John Von Essen on 18 Jan 2006 04:12:28 -0000

Re: [PLUG] Perl question...

If the dynamics of the line structure cannot be explained via a single rule, then you will have to use regular expressions in perl to grab the fields given the logic that surrounds it. For example, if the columns were delimited by tab or 2 or more whitespace and the text fields had only single whitespace instances, you could do:

if($_ =~ m/ (\d+)(\s\s+|\t+)(\d+)(\s\s+|\t+)(\d+)(\s\s+|\t+)(.+)(\s\s+|\t+)(.+)(\s\s +|\t+)(.+)/)
$first_entry = $1;
$second_entry = $3;
$third_entry = $5;
$fourth_entry = $7;
$fifth_entry = $9;
$sixth_entry = $11;
print "$sixth_entry\n";


On Jan 17, 2006, at 9:28 PM, Eric wrote:

Thanks for the suggestion.  Unfortunately, some of the data later
in the file has embedded spaces in the text making split unworkable.

I just went with the fixed column thing and "corrected" the tabs. :-)

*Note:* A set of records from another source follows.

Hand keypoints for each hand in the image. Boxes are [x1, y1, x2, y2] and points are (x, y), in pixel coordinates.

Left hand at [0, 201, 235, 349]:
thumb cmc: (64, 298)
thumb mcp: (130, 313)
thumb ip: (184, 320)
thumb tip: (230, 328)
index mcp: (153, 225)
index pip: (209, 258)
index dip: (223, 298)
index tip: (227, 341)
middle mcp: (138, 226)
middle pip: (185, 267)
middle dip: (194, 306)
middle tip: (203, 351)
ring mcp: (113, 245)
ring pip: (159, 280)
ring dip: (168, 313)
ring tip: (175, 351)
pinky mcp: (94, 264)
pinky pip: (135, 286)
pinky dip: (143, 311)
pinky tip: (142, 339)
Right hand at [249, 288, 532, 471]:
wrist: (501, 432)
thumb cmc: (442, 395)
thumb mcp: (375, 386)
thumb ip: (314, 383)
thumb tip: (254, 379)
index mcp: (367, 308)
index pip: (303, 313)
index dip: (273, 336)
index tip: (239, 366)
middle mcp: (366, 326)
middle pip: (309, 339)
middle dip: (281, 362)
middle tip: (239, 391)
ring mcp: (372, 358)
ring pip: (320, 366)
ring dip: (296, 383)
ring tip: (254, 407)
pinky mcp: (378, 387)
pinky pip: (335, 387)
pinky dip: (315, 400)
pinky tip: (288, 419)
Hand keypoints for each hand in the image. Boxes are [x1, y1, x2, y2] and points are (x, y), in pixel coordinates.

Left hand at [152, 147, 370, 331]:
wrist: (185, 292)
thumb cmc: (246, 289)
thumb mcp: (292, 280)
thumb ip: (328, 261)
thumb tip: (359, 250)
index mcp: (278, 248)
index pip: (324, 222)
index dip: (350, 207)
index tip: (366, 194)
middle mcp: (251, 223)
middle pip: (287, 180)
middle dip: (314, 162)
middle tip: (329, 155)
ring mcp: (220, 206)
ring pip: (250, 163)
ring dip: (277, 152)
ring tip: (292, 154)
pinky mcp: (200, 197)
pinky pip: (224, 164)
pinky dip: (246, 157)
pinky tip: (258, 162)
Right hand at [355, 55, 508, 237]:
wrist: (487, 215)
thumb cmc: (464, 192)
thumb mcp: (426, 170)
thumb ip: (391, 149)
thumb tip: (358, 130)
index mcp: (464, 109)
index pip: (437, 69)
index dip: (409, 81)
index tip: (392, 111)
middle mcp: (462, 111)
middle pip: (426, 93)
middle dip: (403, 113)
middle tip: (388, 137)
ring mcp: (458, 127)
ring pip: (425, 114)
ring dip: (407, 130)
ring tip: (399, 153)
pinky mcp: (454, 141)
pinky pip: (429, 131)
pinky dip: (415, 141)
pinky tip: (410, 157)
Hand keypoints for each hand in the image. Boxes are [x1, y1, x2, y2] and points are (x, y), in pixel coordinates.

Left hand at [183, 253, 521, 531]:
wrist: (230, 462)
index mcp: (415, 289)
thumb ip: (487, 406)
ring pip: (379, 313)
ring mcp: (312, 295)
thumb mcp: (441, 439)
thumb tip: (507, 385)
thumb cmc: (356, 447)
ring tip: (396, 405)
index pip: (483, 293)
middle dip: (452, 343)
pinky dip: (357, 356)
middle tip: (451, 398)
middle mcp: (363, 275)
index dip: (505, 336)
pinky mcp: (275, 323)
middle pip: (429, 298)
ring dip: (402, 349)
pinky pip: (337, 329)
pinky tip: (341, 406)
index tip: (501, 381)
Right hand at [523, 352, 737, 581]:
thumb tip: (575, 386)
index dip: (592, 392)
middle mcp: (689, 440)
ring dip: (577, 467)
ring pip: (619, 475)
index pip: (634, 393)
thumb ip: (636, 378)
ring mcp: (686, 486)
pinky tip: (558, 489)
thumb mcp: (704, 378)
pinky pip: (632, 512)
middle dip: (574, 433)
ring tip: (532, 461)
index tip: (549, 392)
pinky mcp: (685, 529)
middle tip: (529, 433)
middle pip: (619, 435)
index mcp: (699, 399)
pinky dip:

On Tuesday 17 January 2006 9:01 pm, Toby DiPasquale wrote:
On Tue, Jan 17, 2006 at 06:55:22PM -0500, Eric wrote:
I know there are perl hackers about...

I have a file - a typical line might look like this:

1 1 1 Ownership FeeSimple
Fee Simple

The desired data is the last field - indexed by the first three and forget
other two. The "hitch", if you will, is that I'm using unpack to get the
fields like this:

open EAT, "<Translation.txt" or die "bummer dude - no file?\n" ;
while (<EAT>) {
($f1, $f2, $f3, $junk, $junk2, $data) = unpack("a10, a9, a8, a26, a18,
a35 ", $_) ;
  print $data ;

I don't know about Perl, but in Ruby this is:

#!/usr/bin/env ruby
IO.foreach("Translation.txt") do |line|
  f1, f2, f3, j1, j2, data = line.split
  puts data

I believe that Perl has a split() function, as well. Maybe use that
instead of unpack?

Toby DiPasquale
# Eric A Lucas
# ------------
# "Oh, I have slipped the surly bond of earth
# and danced the skies on laughter-silvered wings...
# -- John Gillespie Magee Jr.